▶ [Data]
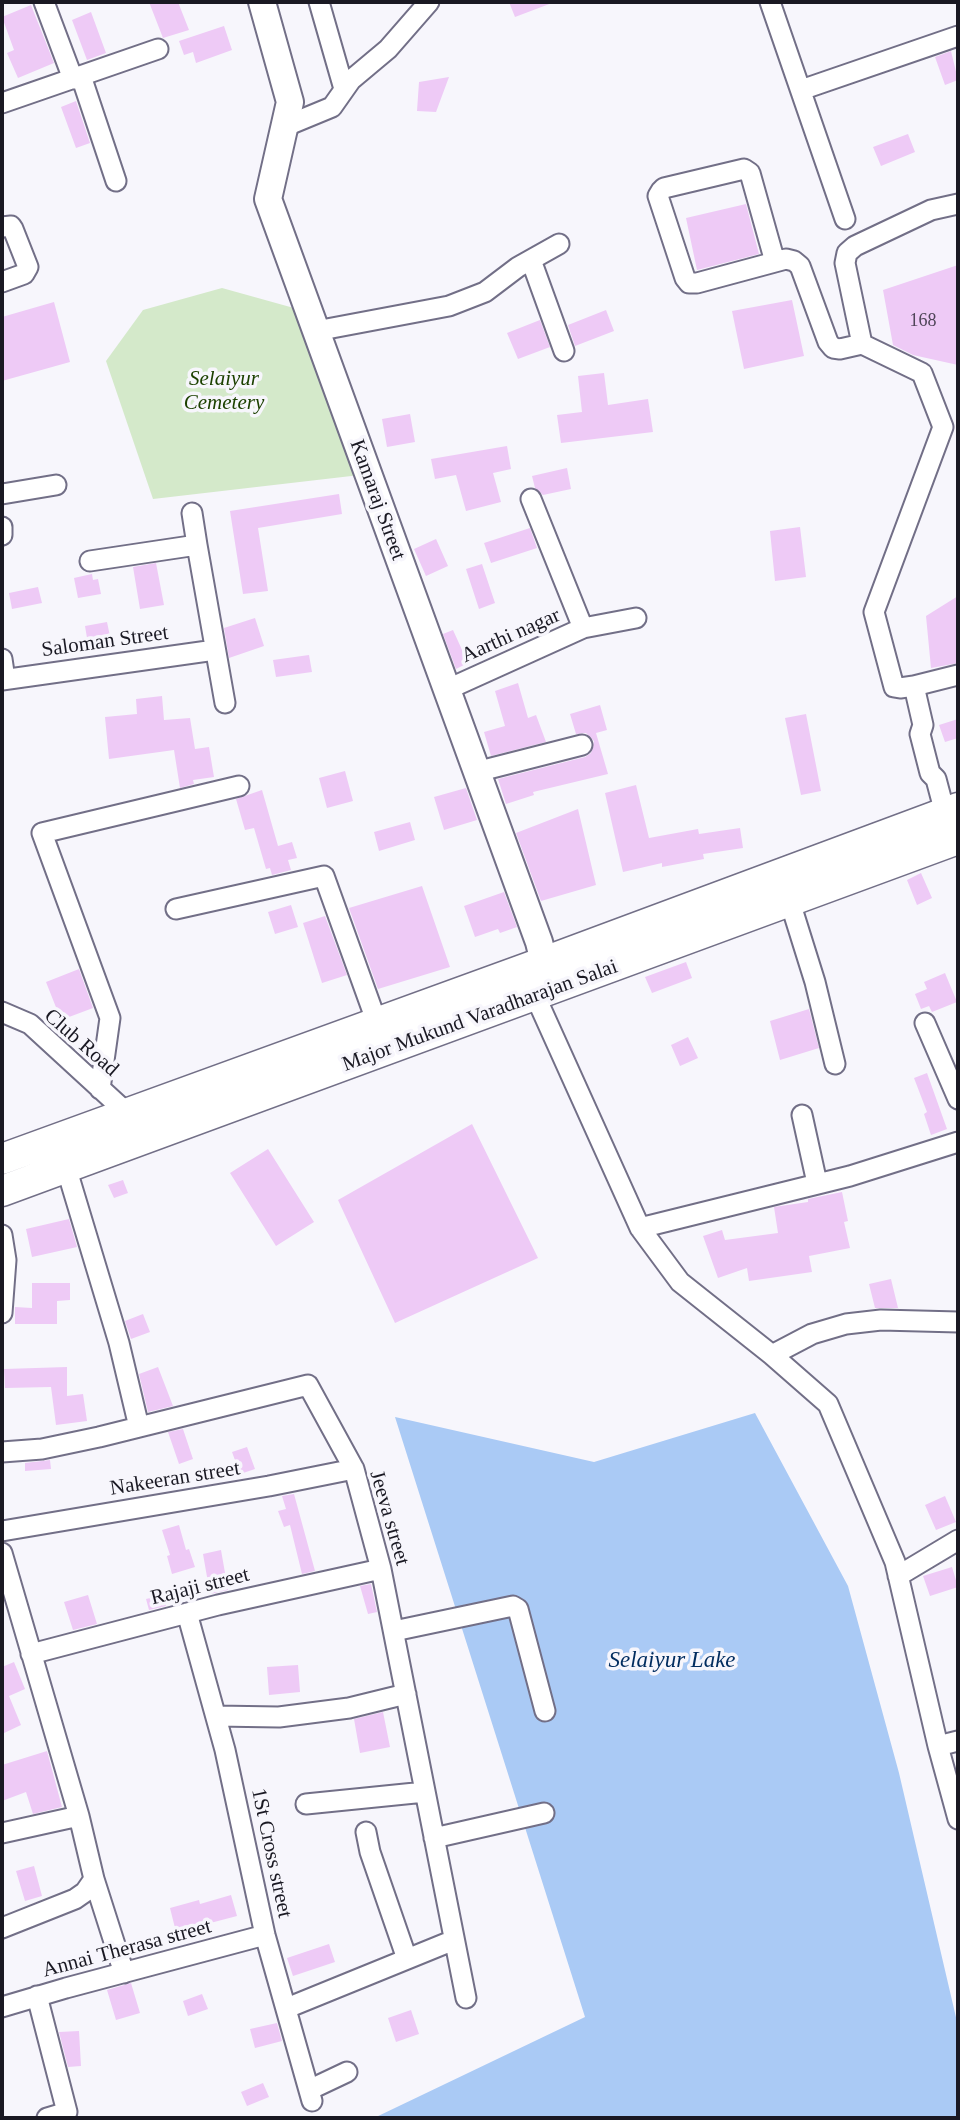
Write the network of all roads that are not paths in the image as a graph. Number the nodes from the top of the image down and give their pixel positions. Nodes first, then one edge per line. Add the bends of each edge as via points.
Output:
1 (44, 2) edge
2 (262, 2) edge
3 (319, 2) edge
4 (429, 2) edge
5 (771, 2) edge
6 (958, 36) edge
7 (158, 49) dead end
8 (76, 78) junction
9 (344, 89) junction
10 (801, 90) junction
11 (2, 103) edge
12 (286, 126) junction
13 (116, 181) dead end
14 (958, 204) edge
15 (845, 219) dead end
16 (2, 228) edge
17 (559, 244) dead end
18 (531, 260) junction
19 (775, 262) junction
20 (10, 279) edge
21 (316, 331) junction
22 (862, 344) junction
23 (564, 351) dead end
24 (56, 485) dead end
25 (2, 494) edge
26 (531, 499) dead end
27 (192, 513) dead end
28 (2, 527) edge
29 (2, 535) edge
30 (197, 545) junction
31 (90, 561) dead end
32 (636, 618) dead end
33 (583, 628) junction
34 (215, 650) junction
35 (2, 659) edge
36 (958, 676) edge
37 (3, 679) edge
38 (914, 686) junction
39 (446, 690) junction
40 (225, 703) dead end
41 (582, 745) dead end
42 (476, 772) junction
43 (240, 786) dead end
44 (954, 820) edge
45 (790, 902) junction
46 (176, 909) dead end
47 (544, 962) junction
48 (538, 995) junction
49 (2, 1012) edge
50 (377, 1023) junction
51 (925, 1023) dead end
52 (835, 1064) dead end
53 (100, 1088) junction
54 (958, 1099) edge
55 (127, 1113) junction
56 (802, 1115) dead end
57 (958, 1142) edge
58 (2, 1159) edge
59 (66, 1167) junction
60 (817, 1183) junction
61 (2, 1191) edge
62 (640, 1228) junction
63 (2, 1235) edge
64 (2, 1313) edge
65 (958, 1322) edge
66 (762, 1348) junction
67 (139, 1427) junction
68 (2, 1452) edge
69 (354, 1469) junction
70 (2, 1531) edge
71 (958, 1540) edge
72 (3, 1564) edge
73 (381, 1569) junction
74 (898, 1576) junction
75 (187, 1613) junction
76 (394, 1632) junction
77 (31, 1654) junction
78 (406, 1694) junction
79 (545, 1711) dead end
80 (216, 1716) junction
81 (958, 1741) edge
82 (938, 1746) junction
83 (425, 1792) junction
84 (306, 1804) dead end
85 (544, 1813) dead end
86 (79, 1816) junction
87 (958, 1819) edge
88 (366, 1832) dead end
89 (2, 1833) edge
90 (434, 1838) junction
91 (94, 1879) junction
92 (2, 1928) edge
93 (265, 1935) junction
94 (454, 1940) junction
95 (407, 1959) junction
96 (124, 1973) junction
97 (37, 1996) junction
98 (466, 1998) dead end
99 (2, 2007) edge
100 (287, 2008) junction
101 (347, 2073) dead end
102 (68, 2115) edge
103 (47, 2118) edge

1 - 8 street
2 - 12 street, Kamaraj Street via 290,102
3 - 9 street
4 - 9 street via 388,49
5 - 10 street
6 - 10 street
7 - 8 street
8 - 11 street
8 - 13 street
9 - 12 street via 332,107
10 - 15 street
12 - 21 street, Kamaraj Street via 268,199
14 - 22 street via 932,210 847,253 845,263
16 - 20 street via 11,226 27,262 27,271
17 - 18 street
18 - 21 street via 485,292 449,306
18 - 23 street
19 - 19 street via 689,284 658,197 661,191 744,169 750,173
19 - 22 street via 786,259 800,266 833,348
21 - 39 street, Kamaraj Street
22 - 38 street via 922,373 943,426 874,612 894,687
24 - 25 street
26 - 33 street
27 - 30 street
28 - 29 street
30 - 31 street
30 - 34 street
32 - 33 street, Aarthi nagar
33 - 39 street, Aarthi nagar
34 - 37 street, Saloman Street
34 - 40 street
35 - 37 street
36 - 38 street
38 - 44 street via 940,769 936,779
39 - 42 street, Kamaraj Street
41 - 42 street
42 - 47 street, Kamaraj Street
43 - 53 street via 42,832 110,1018
44 - 45 main road, Major Mukund Varadharajan Salai
44 - 47 main road, Major Mukund Varadharajan Salai
45 - 48 main road, Major Mukund Varadharajan Salai
45 - 52 street
46 - 50 street via 324,876
47 - 48 street, Kamaraj Street
47 - 50 main road, Major Mukund Varadharajan Salai
48 - 59 main road, Major Mukund Varadharajan Salai
48 - 62 street
49 - 53 street, Club Road via 30,1024
50 - 55 main road, Major Mukund Varadharajan Salai
51 - 54 street
53 - 55 street, Club Road
55 - 58 main road, Major Mukund Varadharajan Salai
56 - 60 street
57 - 60 street
59 - 61 main road, Major Mukund Varadharajan Salai
59 - 67 street
60 - 62 street
62 - 66 street via 680,1282
63 - 64 street via 6,1260
65 - 66 street via 846,1324
66 - 74 street via 828,1404
67 - 68 street, Jeeva street via 42,1449
67 - 69 street, Jeeva street via 308,1385
69 - 70 street, Nakeeran street
69 - 73 street, Jeeva street
71 - 74 street
72 - 77 street
73 - 75 street, Rajaji street
73 - 76 street, Jeeva street
74 - 82 street
75 - 77 street, Rajaji street
75 - 80 street, 1St Cross street
76 - 78 street, Jeeva street
76 - 79 street via 513,1606 518,1609
77 - 86 street
78 - 80 street via 349,1708 279,1717
78 - 83 street, Jeeva street
80 - 93 street, 1St Cross street
81 - 82 street
82 - 87 street
83 - 84 street
83 - 90 street, Jeeva street
85 - 90 street
86 - 89 street
86 - 91 street
88 - 95 street
90 - 94 street, Jeeva street
91 - 92 street via 75,1899
91 - 96 street
93 - 96 street, Annai Therasa street
93 - 100 street, 1St Cross street
94 - 95 street
94 - 98 street, Jeeva street
95 - 100 street
96 - 97 street, Annai Therasa street
97 - 99 street, Annai Therasa street
97 - 102 street
100 - 101 street, 1St Cross street via 310,2096
102 - 103 street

▶ [To do] Count the lines above that contain the word "Aarthi", and reply with only that number.

▶ [Exercise result] 2